Read-only context tools
Section titled “Read-only context tools”The forgejo lexicon ships the full forgejo:* read-only context tools
(checks, workflow, references, affected, workflow-yaml, source,
owns, compare). Each builds from source and returns what chant already
computes — without touching any live forge.
Lint checks
Section titled “Lint checks”Two post-synth checks specific to the Forgejo edge, surfaced in chant build,
chant lint, and forgejo:checks:
- WFJ010 — an unresolved action reference (a
uses:with no Forgejo-resolvable form). - WFJ011 — a GitHub-hosted runner label (
macos-*/windows-*, or an unmappedubuntu-*) with no Forgejo equivalent.
Runtime observation
Section titled “Runtime observation”N/A — workflow definitions are git-tracked, so drift is a git diff, the same
rationale as the github and gitlab lexicons.

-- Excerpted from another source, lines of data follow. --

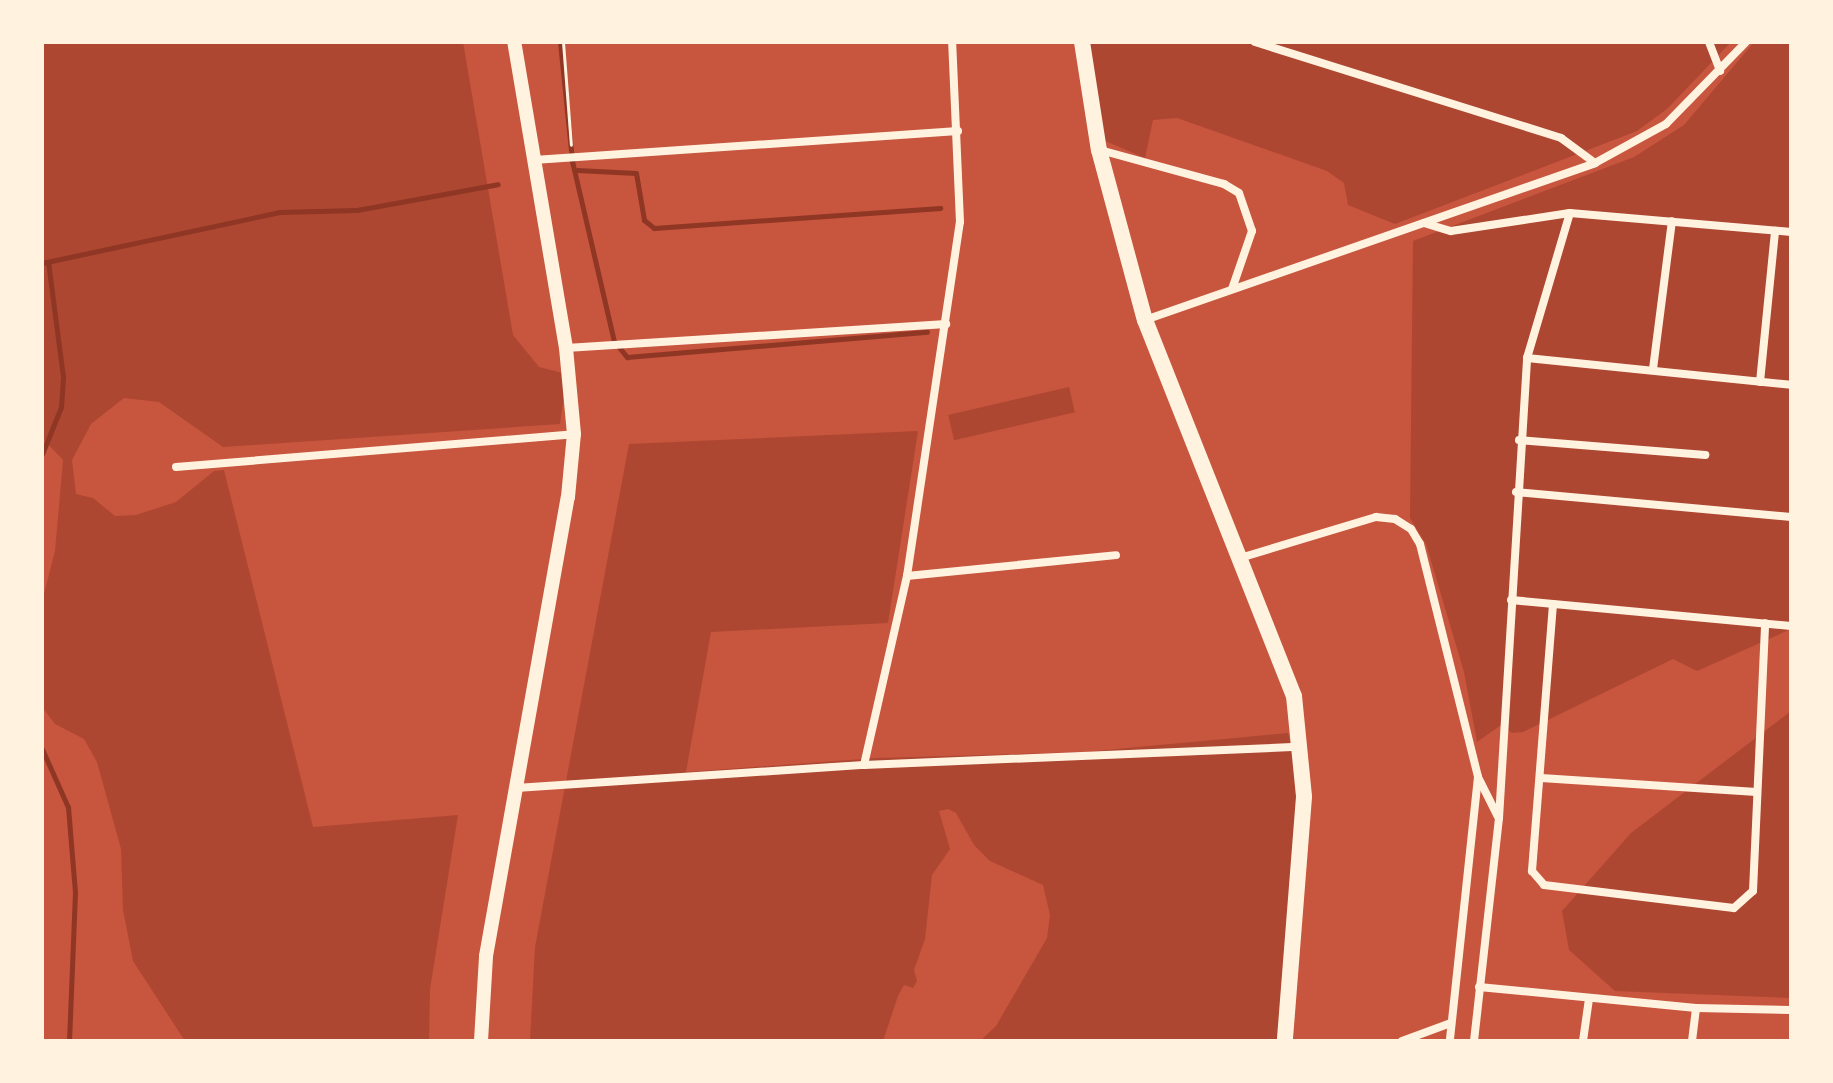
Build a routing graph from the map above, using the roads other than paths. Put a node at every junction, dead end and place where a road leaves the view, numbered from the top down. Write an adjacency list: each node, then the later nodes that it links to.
1 (514, 42): 10 (main road)
2 (952, 42): 8 (street)
3 (1082, 42): 9 (main road)
4 (1255, 42): 11 (street)
5 (1709, 42): 7 (street)
6 (1746, 42): 7 (street)
7 (1720, 71): 11 (street)
8 (958, 131): 10 (street); 19 (street)
9 (1099, 150): 17 (street); 18 (main road)
10 (534, 160): 20 (main road)
11 (1595, 163): 14 (street)
12 (1570, 213): 13 (street); 14 (street); 21 (street)
13 (1672, 221): 15 (street); 22 (street)
14 (1424, 223): 17 (street)
15 (1775, 231): 16 (street); 23 (street)
16 (1791, 232)
17 (1232, 289): 18 (street)
18 (1145, 320): 32 (main road)
19 (946, 324): 20 (street); 33 (street)
20 (566, 348): 25 (main road)
21 (1527, 358): 22 (street); 26 (street)
22 (1653, 369): 23 (street)
23 (1760, 382): 24 (street)
24 (1791, 385)
25 (574, 434): 28 (street); 42 (main road)
26 (1519, 440): 27 (street); 29 (street)
27 (1705, 455)
28 (176, 467)
29 (1516, 492): 30 (street); 34 (street)
30 (1791, 517)
31 (1116, 555): 33 (street)
32 (1240, 558): 38 (main road); 40 (street)
33 (907, 576): 39 (street)
34 (1511, 600): 35 (street); 44 (street)
35 (1553, 604): 36 (street); 41 (street)
36 (1765, 623): 37 (street); 43 (street)
37 (1791, 626)
38 (1302, 747): 39 (street); 51 (main road)
39 (864, 765): 42 (street)
40 (1478, 777): 44 (street); 49 (street)
41 (1541, 778): 43 (street); 43 (street)
42 (516, 788): 50 (main road)
43 (1757, 792)
44 (1499, 818): 45 (street)
45 (1479, 987): 46 (street); 54 (street)
46 (1589, 999): 47 (street); 55 (street)
47 (1696, 1008): 48 (street); 56 (street)
48 (1791, 1010)
49 (1451, 1023): 52 (street); 53 (street)
50 (481, 1041)
51 (1285, 1041)
52 (1402, 1041)
53 (1450, 1041)
54 (1474, 1041)
55 (1583, 1041)
56 (1692, 1041)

The lexicon implements neither
describeResources() nor listArtifacts() and is warn-skipped on --live.
Validating execution
Section titled “Validating execution”A runtime E2E (just forgejo-runtime-e2e) builds a workflow and runs the
generated .forgejo/workflows/ci.yml in Docker via a Forgejo runner
(forgejo-runner / act_runner / act exec), proving Forgejo Actions
accepts and executes chant’s output. On-demand — it needs Docker and a runner
tool, and is not part of the gating CI.
Caveats
Section titled “Caveats”Flow-style YAML (branches: [main]) is parsed by chant’s lightweight core
parser, which keeps it as a scalar — prefer block style in sources you intend to
migrate. This is shared with the github import path.